La vie quotidienne en Nouvelle-France
Les soldats
Courir les jupons
La galanterie des militaires est légendaire, et bien des jeunes femmes n'y sont pas insensibles. Les soldats sont, après tout, des hommes jeunes et en santé, à l'oeil vif. Le canonnier bombardier Bonin dit encore que son séduisant camarade parisien s'amusait à briser le cceur des femmes, « qu'il s'étudiait à tromper » 97.

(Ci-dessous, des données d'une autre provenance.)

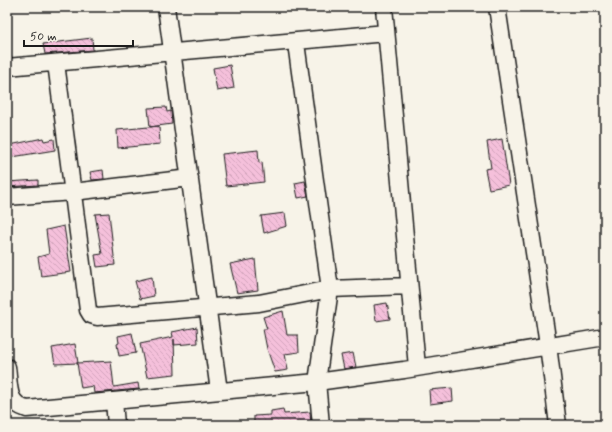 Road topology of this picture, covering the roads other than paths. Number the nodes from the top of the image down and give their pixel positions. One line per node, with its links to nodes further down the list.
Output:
1 (166, 7): 6 (street)
2 (384, 7): 4 (street)
3 (497, 7): 16 (street)
4 (386, 33): 5 (street); 12 (street)
5 (296, 43): 6 (street); 13 (street)
6 (174, 52): 7 (street); 9 (street)
7 (56, 63): 8 (street); 10 (street)
8 (7, 67)
9 (190, 178): 10 (street); 14 (street)
10 (73, 192): 11 (street); 14 (street)
11 (7, 197)
12 (409, 286): 13 (street); 18 (street)
13 (330, 289): 14 (street); 19 (street)
14 (207, 307): 20 (street)
15 (605, 337): 16 (street)
16 (548, 345): 18 (street); 24 (street)
17 (7, 367): 21 (street)
18 (417, 367): 19 (street)
19 (317, 382): 20 (street); 23 (street)
20 (219, 391): 21 (street)
21 (114, 401): 22 (street)
22 (116, 425)
23 (321, 425)
24 (558, 425)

Le désordre que crée une jeunesse quelquefois bruyante, enivrée par le vin, la musique et les flirts, n'a rien de surprenant. Mais quand la tranquillité publique en est affectée, la morale du temps condamne le tout sous le nom de « libertinage ». Un gouverneur général particulièrement de mauvaise humeur note que certains de ses soldats « mènent une vie dévergondée avec toutes les libertines qui les mettent hors de service. On en trouve ordinairement les nuits, yvres et courant les rues » 98. En effet, La Diane, à l'aube, devait trouver ses soldats assez peu en état de faire leur service ! Il recommande donc de construire des casernes pour calmer les mœurs - illusoire solution à l'exubérance de la jeunesse militaire, comme on le constate encore de nos jours !

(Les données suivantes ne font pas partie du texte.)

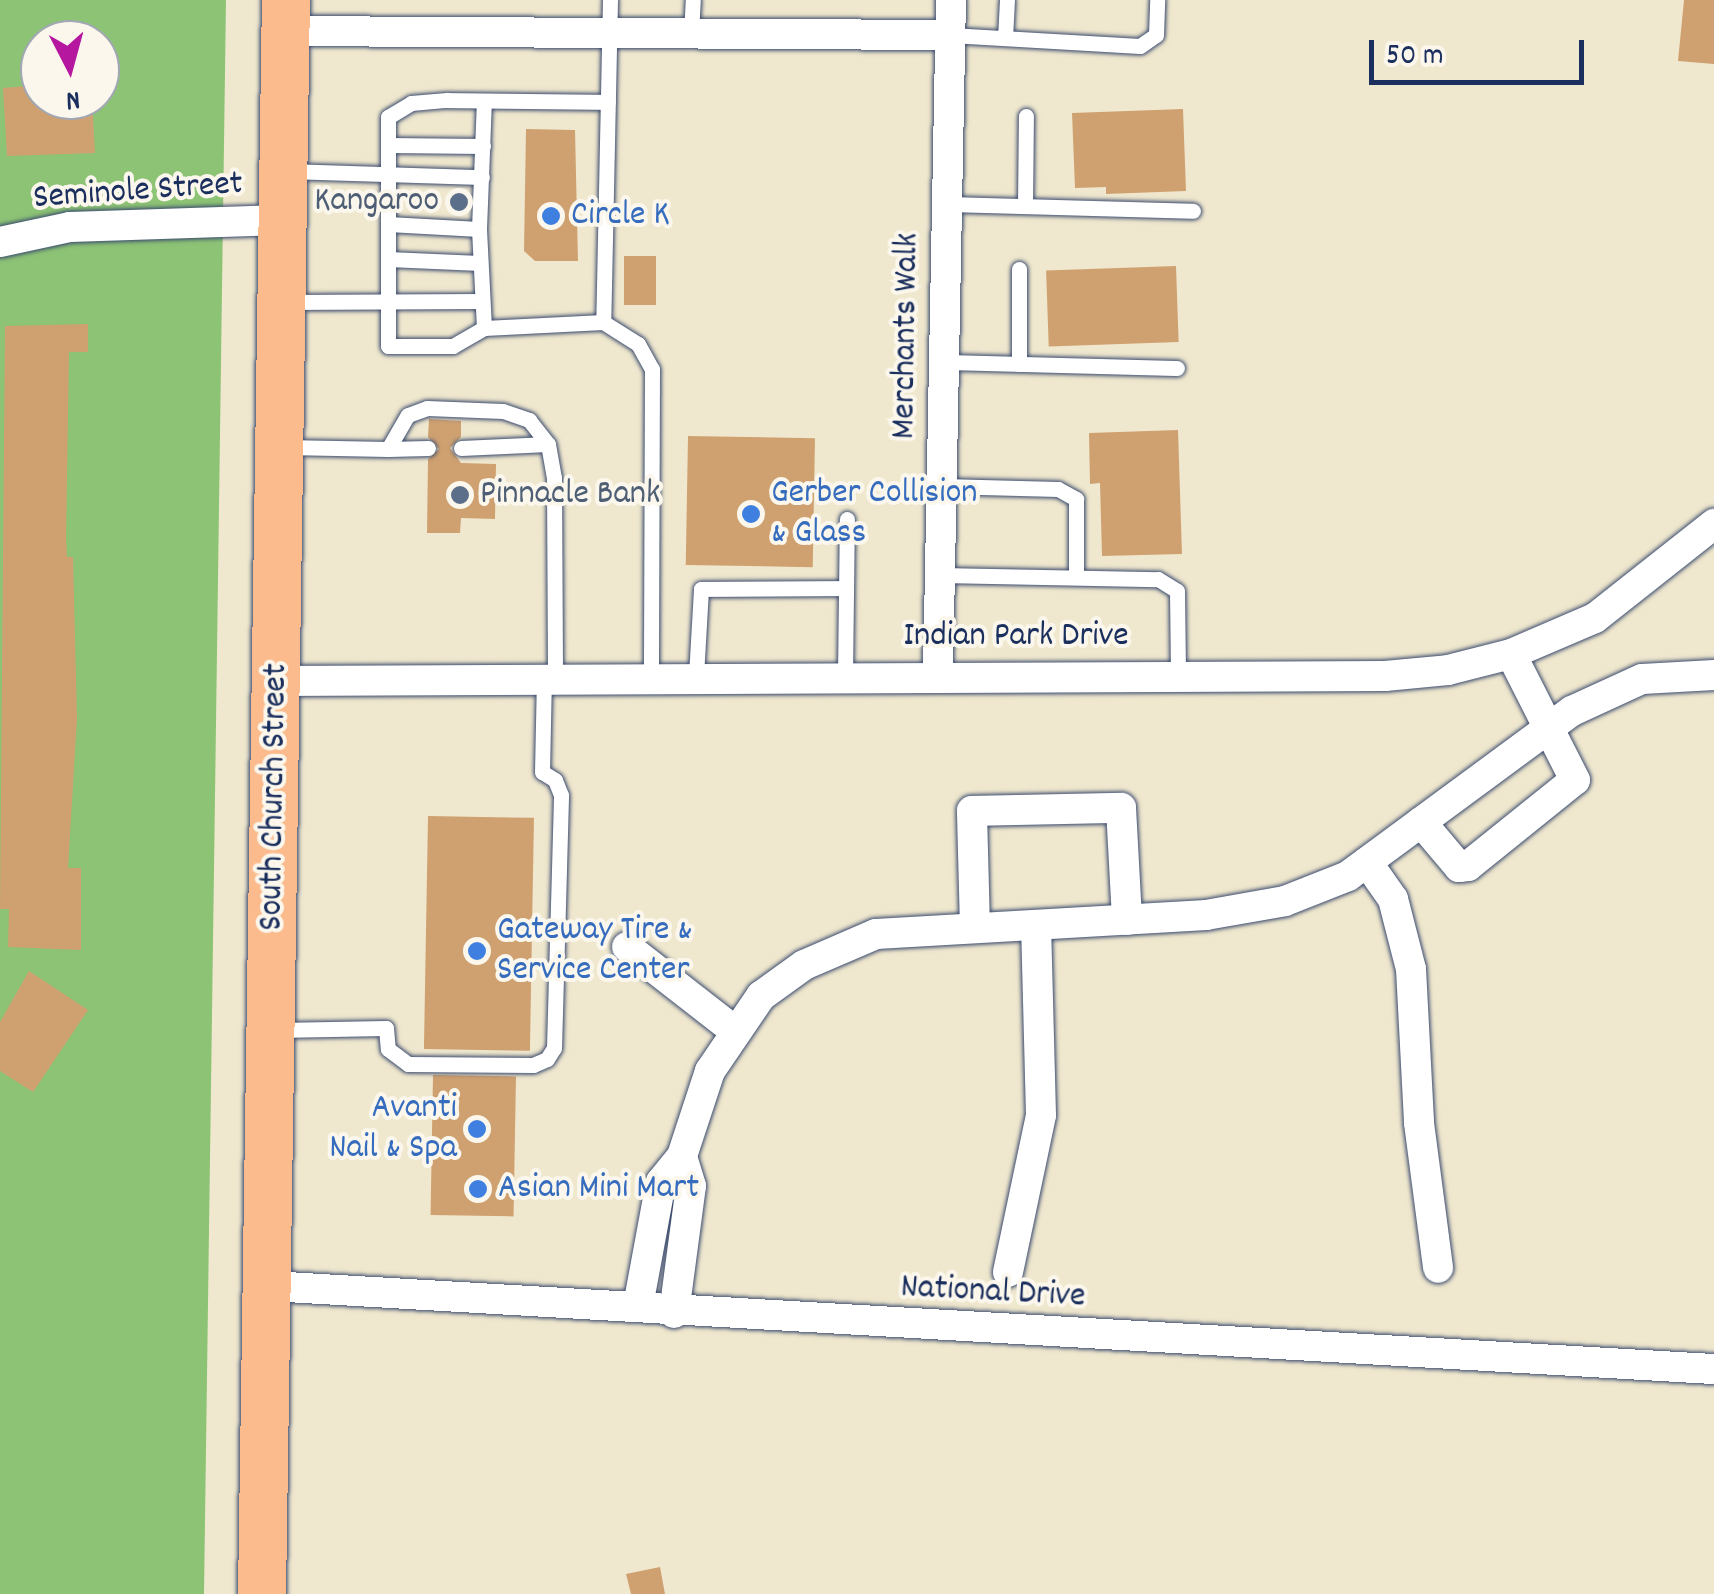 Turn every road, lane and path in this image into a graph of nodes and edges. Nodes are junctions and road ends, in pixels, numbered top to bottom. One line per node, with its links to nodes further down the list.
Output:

On ne peut éviter d'évoquer les divertissements érotiques payés. On sait qu'en Europe les prostituées, ces « filles de mauvaise vie », suivent les armées, mais, curieusement, on ne trouve pas en Nouvelle-France d'exemples précis de ces bordels ambulants. Il faut dire que les expéditions de raids se déroulent dans des conditions extrêmement rudes, qui interdisent par le fait même la présence de ces femmes. Par ailleurs, dans les villes où les troupes sont souvent postées de façon sédentaire, il existe des maisons closes dont la clientèle est majoritairement constituée de soldats et de marins. On trouve, par exemple, une « maison de femmes et de filles pour y commettre le crime d'impudicité » 99 à Montréal, dès 1667, époque où une partie du régiment de Carignan se trouve dans la ville. En 1686, le capitaine Crisafy tente, sans succès, d'empêcher ses hommes de fréquenter la maison « de méchant commerce » de Marie Brunet, dite Belhumeur, à Montréal. Certaines prostituées opèrent sans avoir de lieu précis, telle cette joyeuse fille qui passe une nuit d'été de 1696 couchée près des remparts de Québec avec trois soldats, ou cette Montréalaise trouvée en compagnie de deux soldats « couchés tous ensemble » 100 dans une maison désaffectée, en 1754.
L'île Royale présente un problème particulier du fait que les soldats n'y ont pour ainsi dire à peu près aucun divertissement, à part la boisson. On peut jouer, certes, mais on se lasse des cartes et des quilles. Les femmes sont rares et les tarifs des prostituées sont élevés; les soldats ont peu d'argent et sont souvent endettés. Isolés dans ce lieu au climat rude et brumeux, beaucoup d'entre eux, découragés de leur sort, ne trouvent refuge que dans l'alcool. Les cabarets de la ville sont par conséquent très fréquentés, mais en plus, tous les jours, des soldats se sauvent des chantiers pour aller simplement s'enivrer dans les bois environnants.